In case anyone else was just as confused as I was, have a read of:

1\.
[https://en.wikipedia.org/wiki/Taxonomy_(biology)#Kingdoms_an...](https://en.wikipedia.org/wiki/Taxonomy_\(biology\)#Kingdoms_and_domains)

2\.
[https://en.wikipedia.org/wiki/Domain_(biology)](https://en.wikipedia.org/wiki/Domain_\(biology\))

3\.
[https://en.wikipedia.org/wiki/Kingdom_(biology)](https://en.wikipedia.org/wiki/Kingdom_\(biology\))

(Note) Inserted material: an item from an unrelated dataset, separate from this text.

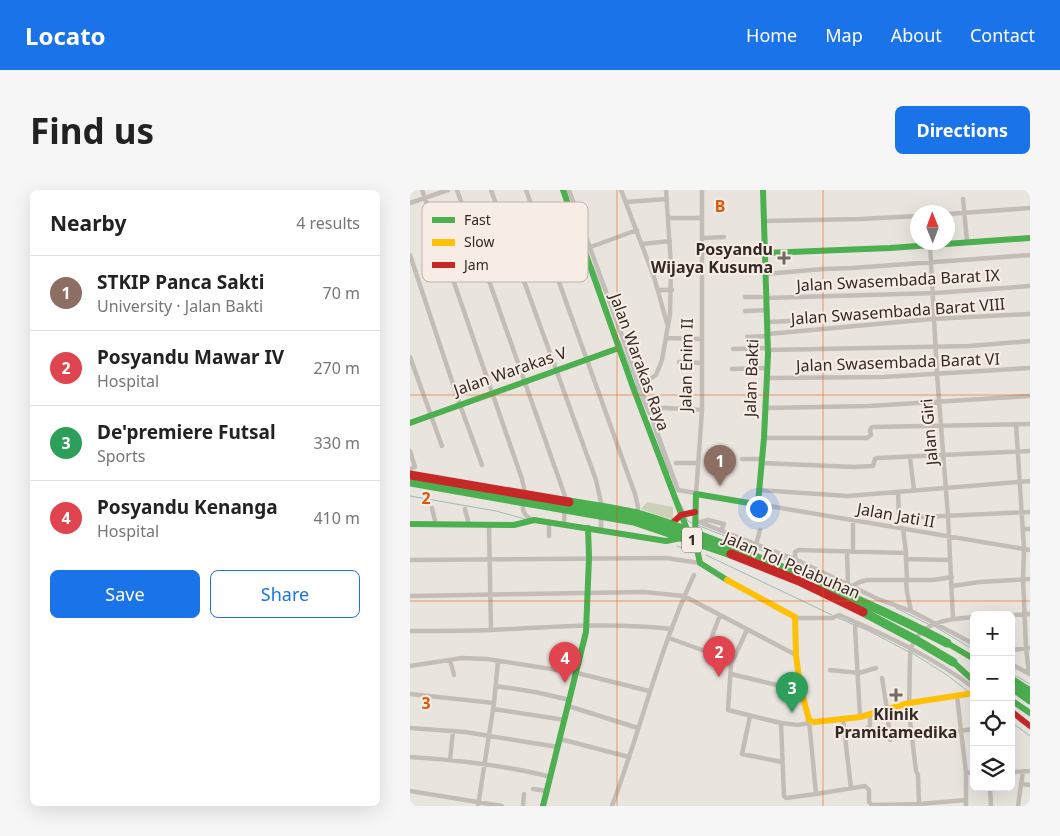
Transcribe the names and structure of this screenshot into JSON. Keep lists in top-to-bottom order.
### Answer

Humans are part of the Eukaryote domain [a], in the Animalia kingdom. [b]

In terms of taxonomy, we are Verterbrates [c] of the Synapsid clade (branch)
[d] of Chordates. [e] Within this we are mammalian [f] haplorhini [g] primates
[h]. Within the primate order we are of the homonid family [i] and are
classified as the species _homo sapiens_. [j]

a.
[https://en.wikipedia.org/wiki/Eukaryote](https://en.wikipedia.org/wiki/Eukaryote)

b.
[https://en.wikipedia.org/wiki/Animal](https://en.wikipedia.org/wiki/Animal)

c.
[https://en.wikipedia.org/wiki/Vertebrate](https://en.wikipedia.org/wiki/Vertebrate)

d.
[https://en.wikipedia.org/wiki/Synapsid](https://en.wikipedia.org/wiki/Synapsid)

e.
[https://en.wikipedia.org/wiki/Chordate](https://en.wikipedia.org/wiki/Chordate)

f.
[https://en.wikipedia.org/wiki/Mammal](https://en.wikipedia.org/wiki/Mammal)

g.
[https://en.wikipedia.org/wiki/Haplorhini](https://en.wikipedia.org/wiki/Haplorhini)

h.
[https://en.wikipedia.org/wiki/Primate](https://en.wikipedia.org/wiki/Primate)

i.
[https://en.wikipedia.org/wiki/Hominidae](https://en.wikipedia.org/wiki/Hominidae)

j
[https://en.wikipedia.org/wiki/Homo_sapiens](https://en.wikipedia.org/wiki/Homo_sapiens)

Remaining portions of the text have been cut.